— Brief —
Copy exactly the lines from the start of the data below through the one that carries "position:absolute; left:1441px; top:40px;", and only those.

— Dataset entries —
►

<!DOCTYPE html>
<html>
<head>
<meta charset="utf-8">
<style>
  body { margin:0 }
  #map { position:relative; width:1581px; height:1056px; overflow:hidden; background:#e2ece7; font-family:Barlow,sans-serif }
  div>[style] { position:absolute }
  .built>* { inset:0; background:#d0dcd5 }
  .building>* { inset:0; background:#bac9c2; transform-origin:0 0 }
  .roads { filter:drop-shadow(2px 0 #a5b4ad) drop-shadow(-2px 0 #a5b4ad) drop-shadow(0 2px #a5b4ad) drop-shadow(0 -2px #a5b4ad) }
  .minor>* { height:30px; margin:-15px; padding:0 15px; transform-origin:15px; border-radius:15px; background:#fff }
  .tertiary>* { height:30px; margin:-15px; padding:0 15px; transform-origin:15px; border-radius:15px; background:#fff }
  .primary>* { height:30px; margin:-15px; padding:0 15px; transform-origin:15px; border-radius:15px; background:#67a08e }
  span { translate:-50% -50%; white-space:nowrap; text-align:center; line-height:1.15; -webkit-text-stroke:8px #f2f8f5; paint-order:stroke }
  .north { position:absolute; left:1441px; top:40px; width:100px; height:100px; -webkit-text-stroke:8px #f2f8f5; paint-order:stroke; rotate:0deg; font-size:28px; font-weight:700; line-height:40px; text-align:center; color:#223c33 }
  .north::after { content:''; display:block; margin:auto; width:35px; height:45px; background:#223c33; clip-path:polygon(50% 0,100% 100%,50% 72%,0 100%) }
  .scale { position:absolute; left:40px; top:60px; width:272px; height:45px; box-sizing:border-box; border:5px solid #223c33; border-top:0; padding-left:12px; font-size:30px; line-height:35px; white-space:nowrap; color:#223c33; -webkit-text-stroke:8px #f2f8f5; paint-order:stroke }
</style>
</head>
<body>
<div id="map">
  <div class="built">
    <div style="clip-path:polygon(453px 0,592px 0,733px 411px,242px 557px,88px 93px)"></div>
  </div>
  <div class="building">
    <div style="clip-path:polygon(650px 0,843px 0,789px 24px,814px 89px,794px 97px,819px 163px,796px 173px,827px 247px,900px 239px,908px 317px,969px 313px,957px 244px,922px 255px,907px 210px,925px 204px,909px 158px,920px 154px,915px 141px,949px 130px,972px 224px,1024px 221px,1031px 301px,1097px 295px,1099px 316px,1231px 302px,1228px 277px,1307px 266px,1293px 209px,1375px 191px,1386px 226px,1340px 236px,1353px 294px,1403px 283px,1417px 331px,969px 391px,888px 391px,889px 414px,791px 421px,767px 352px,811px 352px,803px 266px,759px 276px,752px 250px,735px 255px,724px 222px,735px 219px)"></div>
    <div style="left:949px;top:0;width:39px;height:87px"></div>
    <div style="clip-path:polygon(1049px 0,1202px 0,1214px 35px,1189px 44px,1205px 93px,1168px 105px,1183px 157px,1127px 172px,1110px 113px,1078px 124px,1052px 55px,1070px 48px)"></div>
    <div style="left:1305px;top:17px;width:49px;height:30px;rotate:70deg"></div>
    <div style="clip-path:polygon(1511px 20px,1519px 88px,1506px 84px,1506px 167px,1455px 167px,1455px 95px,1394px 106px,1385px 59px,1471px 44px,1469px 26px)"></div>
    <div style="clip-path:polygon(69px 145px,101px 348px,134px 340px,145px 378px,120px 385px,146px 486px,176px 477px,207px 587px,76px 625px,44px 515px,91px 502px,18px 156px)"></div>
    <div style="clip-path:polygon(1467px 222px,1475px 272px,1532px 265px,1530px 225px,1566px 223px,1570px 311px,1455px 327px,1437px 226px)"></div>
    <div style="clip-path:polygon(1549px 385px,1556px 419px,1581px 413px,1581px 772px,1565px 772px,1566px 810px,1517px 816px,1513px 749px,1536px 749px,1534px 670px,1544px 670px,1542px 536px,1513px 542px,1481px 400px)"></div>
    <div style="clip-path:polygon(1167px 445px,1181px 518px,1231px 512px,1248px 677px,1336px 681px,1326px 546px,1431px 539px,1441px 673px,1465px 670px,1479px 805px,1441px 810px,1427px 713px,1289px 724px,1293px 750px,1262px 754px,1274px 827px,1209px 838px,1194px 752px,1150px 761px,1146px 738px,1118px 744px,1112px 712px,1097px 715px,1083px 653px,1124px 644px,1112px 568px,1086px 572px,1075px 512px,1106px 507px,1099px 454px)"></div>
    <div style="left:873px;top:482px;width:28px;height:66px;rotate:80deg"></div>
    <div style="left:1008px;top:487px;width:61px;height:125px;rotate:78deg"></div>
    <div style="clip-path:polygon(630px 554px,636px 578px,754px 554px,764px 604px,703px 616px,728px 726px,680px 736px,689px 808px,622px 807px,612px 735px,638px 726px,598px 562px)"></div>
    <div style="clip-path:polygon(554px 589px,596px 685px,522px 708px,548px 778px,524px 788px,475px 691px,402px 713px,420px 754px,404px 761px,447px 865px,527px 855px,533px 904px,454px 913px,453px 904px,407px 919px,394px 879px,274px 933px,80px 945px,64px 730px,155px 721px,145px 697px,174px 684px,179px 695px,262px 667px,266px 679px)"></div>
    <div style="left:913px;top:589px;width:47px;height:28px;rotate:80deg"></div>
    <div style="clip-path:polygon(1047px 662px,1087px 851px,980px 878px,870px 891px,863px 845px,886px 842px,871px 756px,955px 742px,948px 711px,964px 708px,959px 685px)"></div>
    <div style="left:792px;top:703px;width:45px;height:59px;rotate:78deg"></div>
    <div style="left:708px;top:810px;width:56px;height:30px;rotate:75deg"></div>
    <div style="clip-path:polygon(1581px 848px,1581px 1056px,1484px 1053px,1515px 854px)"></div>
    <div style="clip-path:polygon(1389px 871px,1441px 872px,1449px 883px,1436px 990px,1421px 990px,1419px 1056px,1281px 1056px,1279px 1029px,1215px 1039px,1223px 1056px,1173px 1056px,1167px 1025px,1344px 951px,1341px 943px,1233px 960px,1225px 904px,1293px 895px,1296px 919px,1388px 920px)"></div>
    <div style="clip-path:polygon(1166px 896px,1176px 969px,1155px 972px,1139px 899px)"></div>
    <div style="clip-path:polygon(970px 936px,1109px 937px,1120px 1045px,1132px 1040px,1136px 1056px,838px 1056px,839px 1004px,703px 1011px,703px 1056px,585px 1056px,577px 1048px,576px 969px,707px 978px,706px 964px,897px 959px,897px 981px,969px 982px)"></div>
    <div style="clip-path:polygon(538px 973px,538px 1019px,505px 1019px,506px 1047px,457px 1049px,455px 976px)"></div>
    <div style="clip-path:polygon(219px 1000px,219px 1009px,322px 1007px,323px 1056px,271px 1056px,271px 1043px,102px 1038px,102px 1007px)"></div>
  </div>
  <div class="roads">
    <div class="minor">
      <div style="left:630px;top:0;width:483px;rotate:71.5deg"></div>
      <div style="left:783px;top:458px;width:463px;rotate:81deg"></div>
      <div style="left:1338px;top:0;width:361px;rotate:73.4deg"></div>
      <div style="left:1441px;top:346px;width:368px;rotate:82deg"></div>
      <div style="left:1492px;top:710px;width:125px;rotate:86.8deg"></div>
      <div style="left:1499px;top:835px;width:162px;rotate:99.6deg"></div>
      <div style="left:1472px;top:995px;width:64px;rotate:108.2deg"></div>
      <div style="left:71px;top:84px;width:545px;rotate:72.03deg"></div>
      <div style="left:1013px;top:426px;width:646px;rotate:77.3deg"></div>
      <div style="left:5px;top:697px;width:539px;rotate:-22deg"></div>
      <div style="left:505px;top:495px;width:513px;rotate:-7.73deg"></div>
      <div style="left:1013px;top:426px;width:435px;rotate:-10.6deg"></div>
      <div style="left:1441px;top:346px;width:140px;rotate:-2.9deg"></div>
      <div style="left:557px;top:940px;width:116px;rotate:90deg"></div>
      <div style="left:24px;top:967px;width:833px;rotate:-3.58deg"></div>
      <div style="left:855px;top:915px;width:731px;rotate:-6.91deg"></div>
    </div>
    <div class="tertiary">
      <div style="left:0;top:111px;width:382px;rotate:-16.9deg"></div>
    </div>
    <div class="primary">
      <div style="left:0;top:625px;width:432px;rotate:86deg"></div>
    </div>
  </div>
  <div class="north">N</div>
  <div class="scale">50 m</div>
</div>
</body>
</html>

◄

— Exercise response —
<!DOCTYPE html>
<html>
<head>
<meta charset="utf-8">
<style>
  body { margin:0 }
  #map { position:relative; width:1581px; height:1056px; overflow:hidden; background:#e2ece7; font-family:Barlow,sans-serif }
  div>[style] { position:absolute }
  .built>* { inset:0; background:#d0dcd5 }
  .building>* { inset:0; background:#bac9c2; transform-origin:0 0 }
  .roads { filter:drop-shadow(2px 0 #a5b4ad) drop-shadow(-2px 0 #a5b4ad) drop-shadow(0 2px #a5b4ad) drop-shadow(0 -2px #a5b4ad) }
  .minor>* { height:30px; margin:-15px; padding:0 15px; transform-origin:15px; border-radius:15px; background:#fff }
  .tertiary>* { height:30px; margin:-15px; padding:0 15px; transform-origin:15px; border-radius:15px; background:#fff }
  .primary>* { height:30px; margin:-15px; padding:0 15px; transform-origin:15px; border-radius:15px; background:#67a08e }
  span { translate:-50% -50%; white-space:nowrap; text-align:center; line-height:1.15; -webkit-text-stroke:8px #f2f8f5; paint-order:stroke }
  .north { position:absolute; left:1441px; top:40px; width:100px; height:100px; -webkit-text-stroke:8px #f2f8f5; paint-order:stroke; rotate:0deg; font-size:28px; font-weight:700; line-height:40px; text-align:center; color:#223c33 }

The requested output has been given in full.